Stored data
....

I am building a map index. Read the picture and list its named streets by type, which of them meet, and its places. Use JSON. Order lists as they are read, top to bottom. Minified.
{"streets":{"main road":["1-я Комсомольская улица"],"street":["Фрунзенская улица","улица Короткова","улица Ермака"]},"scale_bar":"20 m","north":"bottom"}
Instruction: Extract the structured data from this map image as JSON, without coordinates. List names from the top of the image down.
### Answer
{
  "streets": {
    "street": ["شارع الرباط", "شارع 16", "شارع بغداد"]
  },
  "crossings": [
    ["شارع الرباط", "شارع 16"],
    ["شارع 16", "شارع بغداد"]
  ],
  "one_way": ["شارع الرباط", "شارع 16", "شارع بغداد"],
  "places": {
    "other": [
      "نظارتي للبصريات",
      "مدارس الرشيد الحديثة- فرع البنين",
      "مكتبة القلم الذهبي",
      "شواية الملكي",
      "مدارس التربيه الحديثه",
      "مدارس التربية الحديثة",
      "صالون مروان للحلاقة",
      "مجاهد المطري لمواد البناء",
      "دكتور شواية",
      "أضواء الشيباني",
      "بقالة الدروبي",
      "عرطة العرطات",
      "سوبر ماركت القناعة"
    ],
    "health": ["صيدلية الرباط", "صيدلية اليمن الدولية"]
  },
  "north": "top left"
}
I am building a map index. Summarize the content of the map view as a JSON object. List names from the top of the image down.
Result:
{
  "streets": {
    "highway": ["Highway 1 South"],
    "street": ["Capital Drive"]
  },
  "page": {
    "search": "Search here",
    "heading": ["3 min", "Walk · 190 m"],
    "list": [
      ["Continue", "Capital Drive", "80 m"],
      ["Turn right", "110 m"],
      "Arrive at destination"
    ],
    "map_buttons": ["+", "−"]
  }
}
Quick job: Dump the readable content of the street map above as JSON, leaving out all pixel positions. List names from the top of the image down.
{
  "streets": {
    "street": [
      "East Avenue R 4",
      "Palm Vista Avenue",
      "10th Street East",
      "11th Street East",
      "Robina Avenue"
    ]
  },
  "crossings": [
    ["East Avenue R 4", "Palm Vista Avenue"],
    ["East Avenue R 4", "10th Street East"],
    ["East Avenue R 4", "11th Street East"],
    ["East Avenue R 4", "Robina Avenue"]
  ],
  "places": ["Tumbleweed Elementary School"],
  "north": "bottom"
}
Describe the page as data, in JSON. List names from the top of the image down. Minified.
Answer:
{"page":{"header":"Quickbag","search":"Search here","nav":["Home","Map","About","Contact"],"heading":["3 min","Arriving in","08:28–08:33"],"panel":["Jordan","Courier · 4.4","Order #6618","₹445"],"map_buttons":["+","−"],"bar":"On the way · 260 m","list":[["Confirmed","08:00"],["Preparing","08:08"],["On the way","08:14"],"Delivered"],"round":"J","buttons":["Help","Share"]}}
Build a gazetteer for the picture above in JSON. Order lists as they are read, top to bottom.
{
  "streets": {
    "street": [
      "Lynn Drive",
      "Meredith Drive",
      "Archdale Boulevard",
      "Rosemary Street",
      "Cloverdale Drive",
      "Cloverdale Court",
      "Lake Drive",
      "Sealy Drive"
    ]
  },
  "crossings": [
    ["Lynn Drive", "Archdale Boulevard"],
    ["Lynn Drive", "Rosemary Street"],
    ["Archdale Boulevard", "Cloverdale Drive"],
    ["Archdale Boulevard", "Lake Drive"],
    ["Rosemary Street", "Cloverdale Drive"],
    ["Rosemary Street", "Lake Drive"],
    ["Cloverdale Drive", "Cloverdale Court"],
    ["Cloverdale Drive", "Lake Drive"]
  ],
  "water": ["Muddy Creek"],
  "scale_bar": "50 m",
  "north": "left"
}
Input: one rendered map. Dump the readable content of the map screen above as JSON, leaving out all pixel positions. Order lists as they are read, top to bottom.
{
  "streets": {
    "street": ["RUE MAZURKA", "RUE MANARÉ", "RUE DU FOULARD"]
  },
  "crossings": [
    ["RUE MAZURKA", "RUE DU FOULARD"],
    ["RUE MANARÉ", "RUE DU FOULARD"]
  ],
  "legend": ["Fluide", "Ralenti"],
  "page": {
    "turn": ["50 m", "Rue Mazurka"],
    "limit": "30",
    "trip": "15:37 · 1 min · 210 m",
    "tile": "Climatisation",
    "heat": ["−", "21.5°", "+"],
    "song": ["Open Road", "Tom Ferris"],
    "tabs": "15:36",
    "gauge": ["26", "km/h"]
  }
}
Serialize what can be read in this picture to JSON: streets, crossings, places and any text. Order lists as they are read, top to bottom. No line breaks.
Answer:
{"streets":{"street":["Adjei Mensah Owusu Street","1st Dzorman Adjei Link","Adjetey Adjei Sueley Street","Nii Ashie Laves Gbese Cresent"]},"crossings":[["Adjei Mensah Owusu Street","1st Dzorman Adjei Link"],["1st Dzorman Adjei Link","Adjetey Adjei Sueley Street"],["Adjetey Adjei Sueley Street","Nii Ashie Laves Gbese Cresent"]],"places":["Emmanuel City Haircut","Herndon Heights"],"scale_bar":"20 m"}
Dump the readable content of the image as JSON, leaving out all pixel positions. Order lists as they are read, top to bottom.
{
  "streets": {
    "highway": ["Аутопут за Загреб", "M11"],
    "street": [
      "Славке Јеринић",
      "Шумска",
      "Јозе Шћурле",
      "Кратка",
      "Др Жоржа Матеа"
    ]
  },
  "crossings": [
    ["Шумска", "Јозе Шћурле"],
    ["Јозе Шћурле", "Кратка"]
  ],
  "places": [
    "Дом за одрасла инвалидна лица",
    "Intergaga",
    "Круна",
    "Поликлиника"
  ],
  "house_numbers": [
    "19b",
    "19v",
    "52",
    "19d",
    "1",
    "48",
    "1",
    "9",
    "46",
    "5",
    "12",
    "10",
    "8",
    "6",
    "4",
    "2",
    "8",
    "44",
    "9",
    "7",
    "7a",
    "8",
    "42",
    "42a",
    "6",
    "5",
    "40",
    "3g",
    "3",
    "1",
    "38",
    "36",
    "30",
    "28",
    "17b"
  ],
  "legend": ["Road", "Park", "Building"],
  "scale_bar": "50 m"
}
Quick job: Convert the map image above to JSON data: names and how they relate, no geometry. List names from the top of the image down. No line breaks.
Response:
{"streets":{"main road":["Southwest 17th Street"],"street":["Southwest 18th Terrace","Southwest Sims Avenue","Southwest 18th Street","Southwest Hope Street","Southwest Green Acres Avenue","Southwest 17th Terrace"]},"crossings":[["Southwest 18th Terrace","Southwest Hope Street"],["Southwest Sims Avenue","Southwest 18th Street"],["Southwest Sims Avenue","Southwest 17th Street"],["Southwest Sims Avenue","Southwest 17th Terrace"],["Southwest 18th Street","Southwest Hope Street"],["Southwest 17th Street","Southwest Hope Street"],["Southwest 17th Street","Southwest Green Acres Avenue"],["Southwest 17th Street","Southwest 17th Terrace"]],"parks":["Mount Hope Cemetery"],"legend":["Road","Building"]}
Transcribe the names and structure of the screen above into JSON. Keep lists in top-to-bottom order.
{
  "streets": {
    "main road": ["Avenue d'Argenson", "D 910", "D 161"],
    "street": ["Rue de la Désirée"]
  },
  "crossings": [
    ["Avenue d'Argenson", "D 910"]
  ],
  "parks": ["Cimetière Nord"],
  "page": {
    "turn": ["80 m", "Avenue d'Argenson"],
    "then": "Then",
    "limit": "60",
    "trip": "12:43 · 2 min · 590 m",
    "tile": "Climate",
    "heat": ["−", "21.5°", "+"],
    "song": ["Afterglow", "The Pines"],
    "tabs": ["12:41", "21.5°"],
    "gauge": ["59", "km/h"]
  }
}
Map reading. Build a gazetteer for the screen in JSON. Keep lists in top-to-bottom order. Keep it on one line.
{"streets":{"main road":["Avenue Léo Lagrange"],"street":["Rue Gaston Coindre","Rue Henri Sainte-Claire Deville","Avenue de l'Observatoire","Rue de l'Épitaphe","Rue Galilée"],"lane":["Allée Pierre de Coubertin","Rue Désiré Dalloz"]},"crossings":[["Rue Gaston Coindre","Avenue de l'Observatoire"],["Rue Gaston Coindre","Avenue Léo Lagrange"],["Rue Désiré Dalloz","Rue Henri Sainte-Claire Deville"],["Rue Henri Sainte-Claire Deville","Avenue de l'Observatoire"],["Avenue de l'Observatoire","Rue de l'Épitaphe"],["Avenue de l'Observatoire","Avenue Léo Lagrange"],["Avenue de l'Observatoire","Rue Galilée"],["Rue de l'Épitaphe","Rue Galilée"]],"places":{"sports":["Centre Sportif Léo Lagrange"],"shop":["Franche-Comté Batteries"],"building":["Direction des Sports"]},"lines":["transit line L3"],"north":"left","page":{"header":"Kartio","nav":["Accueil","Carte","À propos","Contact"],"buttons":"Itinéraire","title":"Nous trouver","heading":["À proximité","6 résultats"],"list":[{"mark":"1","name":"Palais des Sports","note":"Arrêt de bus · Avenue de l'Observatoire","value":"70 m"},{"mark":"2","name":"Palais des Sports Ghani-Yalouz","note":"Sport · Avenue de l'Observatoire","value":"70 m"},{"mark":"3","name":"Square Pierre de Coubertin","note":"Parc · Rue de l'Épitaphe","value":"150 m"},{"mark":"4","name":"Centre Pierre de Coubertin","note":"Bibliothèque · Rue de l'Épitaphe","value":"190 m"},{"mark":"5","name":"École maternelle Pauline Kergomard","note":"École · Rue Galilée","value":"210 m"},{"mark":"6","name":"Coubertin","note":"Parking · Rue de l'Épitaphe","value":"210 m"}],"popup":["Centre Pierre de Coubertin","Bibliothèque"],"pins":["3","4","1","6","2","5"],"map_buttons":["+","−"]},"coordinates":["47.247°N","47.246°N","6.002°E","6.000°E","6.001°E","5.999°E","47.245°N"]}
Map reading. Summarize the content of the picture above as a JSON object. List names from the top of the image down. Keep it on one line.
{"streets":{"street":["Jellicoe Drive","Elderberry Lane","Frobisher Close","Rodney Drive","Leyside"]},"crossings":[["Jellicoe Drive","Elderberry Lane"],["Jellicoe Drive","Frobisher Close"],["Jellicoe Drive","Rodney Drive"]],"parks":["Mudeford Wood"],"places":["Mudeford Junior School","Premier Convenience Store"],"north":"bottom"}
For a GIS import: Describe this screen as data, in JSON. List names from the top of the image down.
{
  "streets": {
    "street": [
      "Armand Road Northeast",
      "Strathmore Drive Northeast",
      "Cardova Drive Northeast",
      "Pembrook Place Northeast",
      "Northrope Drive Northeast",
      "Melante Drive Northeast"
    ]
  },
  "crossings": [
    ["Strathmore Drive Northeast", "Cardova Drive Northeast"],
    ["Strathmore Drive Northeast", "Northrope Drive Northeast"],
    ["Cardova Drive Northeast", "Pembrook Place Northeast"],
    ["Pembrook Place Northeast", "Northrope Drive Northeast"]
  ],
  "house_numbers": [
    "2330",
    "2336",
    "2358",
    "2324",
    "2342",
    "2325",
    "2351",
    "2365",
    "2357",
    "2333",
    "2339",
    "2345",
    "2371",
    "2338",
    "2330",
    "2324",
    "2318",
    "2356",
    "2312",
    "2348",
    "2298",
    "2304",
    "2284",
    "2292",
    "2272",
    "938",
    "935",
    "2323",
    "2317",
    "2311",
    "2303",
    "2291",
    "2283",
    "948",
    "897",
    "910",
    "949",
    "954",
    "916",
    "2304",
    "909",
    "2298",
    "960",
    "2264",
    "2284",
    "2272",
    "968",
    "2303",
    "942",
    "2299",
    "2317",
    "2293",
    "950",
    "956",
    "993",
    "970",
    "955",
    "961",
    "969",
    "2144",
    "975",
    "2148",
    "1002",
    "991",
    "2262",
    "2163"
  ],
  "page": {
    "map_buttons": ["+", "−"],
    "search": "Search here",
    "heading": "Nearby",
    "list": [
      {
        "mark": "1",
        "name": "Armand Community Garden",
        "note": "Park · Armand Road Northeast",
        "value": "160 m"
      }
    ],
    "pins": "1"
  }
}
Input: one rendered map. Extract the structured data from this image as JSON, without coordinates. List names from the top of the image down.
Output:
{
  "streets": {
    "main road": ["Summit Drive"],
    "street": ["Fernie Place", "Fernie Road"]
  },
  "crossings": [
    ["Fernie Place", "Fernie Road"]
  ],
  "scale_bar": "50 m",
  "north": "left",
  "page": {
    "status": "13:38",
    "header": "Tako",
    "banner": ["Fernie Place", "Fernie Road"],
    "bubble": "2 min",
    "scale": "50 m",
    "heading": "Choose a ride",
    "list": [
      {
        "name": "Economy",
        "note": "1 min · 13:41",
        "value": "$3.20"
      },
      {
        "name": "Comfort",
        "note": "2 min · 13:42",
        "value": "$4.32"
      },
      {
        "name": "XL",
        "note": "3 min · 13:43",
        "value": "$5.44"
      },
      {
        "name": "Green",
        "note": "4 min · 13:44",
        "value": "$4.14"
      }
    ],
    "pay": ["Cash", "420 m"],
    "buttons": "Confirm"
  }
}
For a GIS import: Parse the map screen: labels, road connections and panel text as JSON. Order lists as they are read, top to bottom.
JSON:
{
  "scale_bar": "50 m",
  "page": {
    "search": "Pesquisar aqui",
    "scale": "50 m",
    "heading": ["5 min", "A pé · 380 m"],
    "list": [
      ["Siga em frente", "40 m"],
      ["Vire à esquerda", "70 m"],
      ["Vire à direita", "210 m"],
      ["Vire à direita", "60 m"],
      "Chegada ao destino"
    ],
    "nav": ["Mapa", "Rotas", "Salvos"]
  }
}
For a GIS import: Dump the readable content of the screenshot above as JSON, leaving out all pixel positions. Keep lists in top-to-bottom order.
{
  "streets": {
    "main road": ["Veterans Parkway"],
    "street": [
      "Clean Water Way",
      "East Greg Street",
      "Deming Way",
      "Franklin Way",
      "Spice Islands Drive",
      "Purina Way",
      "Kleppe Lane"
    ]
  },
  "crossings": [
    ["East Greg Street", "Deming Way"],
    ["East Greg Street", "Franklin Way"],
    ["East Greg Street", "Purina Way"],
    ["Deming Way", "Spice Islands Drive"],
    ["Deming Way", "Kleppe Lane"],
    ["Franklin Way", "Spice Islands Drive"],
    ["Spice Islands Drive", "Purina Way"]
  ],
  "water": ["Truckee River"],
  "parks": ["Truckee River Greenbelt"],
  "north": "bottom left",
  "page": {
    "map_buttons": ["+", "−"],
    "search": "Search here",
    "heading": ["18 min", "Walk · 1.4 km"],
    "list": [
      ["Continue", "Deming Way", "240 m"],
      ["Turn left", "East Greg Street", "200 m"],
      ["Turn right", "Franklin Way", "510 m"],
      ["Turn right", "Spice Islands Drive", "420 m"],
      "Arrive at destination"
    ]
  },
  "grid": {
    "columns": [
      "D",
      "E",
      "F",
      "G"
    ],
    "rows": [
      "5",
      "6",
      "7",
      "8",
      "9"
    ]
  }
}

....

- TASK INSTRUCTIONS: Whenever a line above includes the string "text", copy it.

- FINISHED EXERCISE:
Serialize what can be read in this picture to JSON: streets, crossings, places and any text. Order lists as they are read, top to bottom. No line breaks.
For a GIS import: Parse the map screen: labels, road connections and panel text as JSON. Order lists as they are read, top to bottom.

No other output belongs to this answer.